My take on this matter is that freedom of speech should not be extended to enable whoever, whether they be of the cloth or otherwise, to denigrate holy religions. The freedom should only be used to express opinions and practice investigative journalism on politics, bring forth artistic creativity and criticism, and promote intellectual discourse on all but religious faith and beliefs. I base my view on the fact that religion is a private matter, whereas politics, economics, science and art are in the public domain. This notwithstanding, no discipline, be it art or science should be used as a medium to denigrate religion, which is a personal and private issue which inevitably affects the conscience of a community, both individually and collectively. Such denigration would demean humanity and what it stands for.
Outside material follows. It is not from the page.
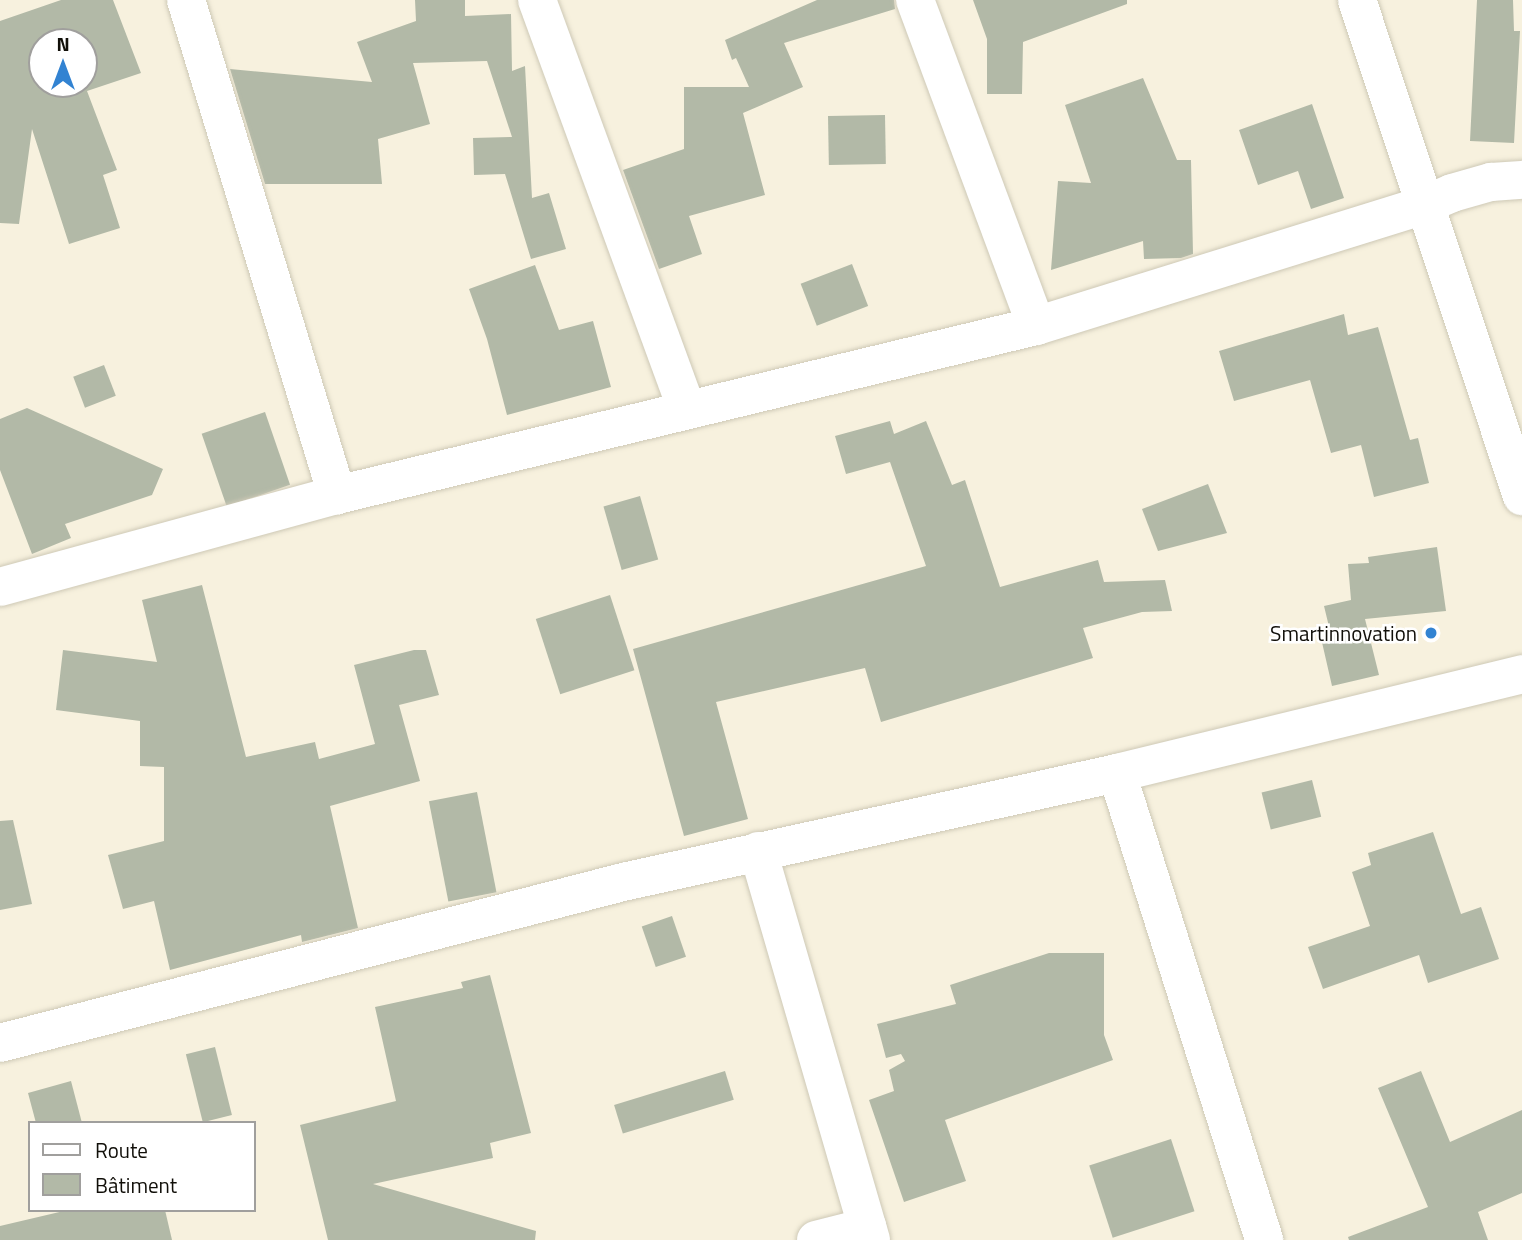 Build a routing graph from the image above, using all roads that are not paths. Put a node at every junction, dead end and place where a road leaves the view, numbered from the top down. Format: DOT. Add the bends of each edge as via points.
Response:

Another reason for my position is the very jurisprudential nature of the First Amendment where courts have made judicial pronouncement that certain forms of speech are excluded from the right of free expression. They are obscenity; fighting words; defamation (includes libel, slander); child pornography; perjury; blackmail; incitement to imminent lawless action; true threats; and solicitations to commit crimes. The United States Supreme Court has ruled that government can indeed prohibit such speech.

Salman Rushdie concluded at an interview that religious protests against the denigration of a faith were not so much spawned by anger at the denigration of a religion but that they were the result of contrived and tendentious political maneuvers of individual persons. He may be right, as, for instance, the protests in India against his Satanic Verses were held at a time when the book had not even entered the country. The basic principle, that nothing should incite lawlessness, however founded, and nothing should incite hatred, murder and plunder has to be upheld.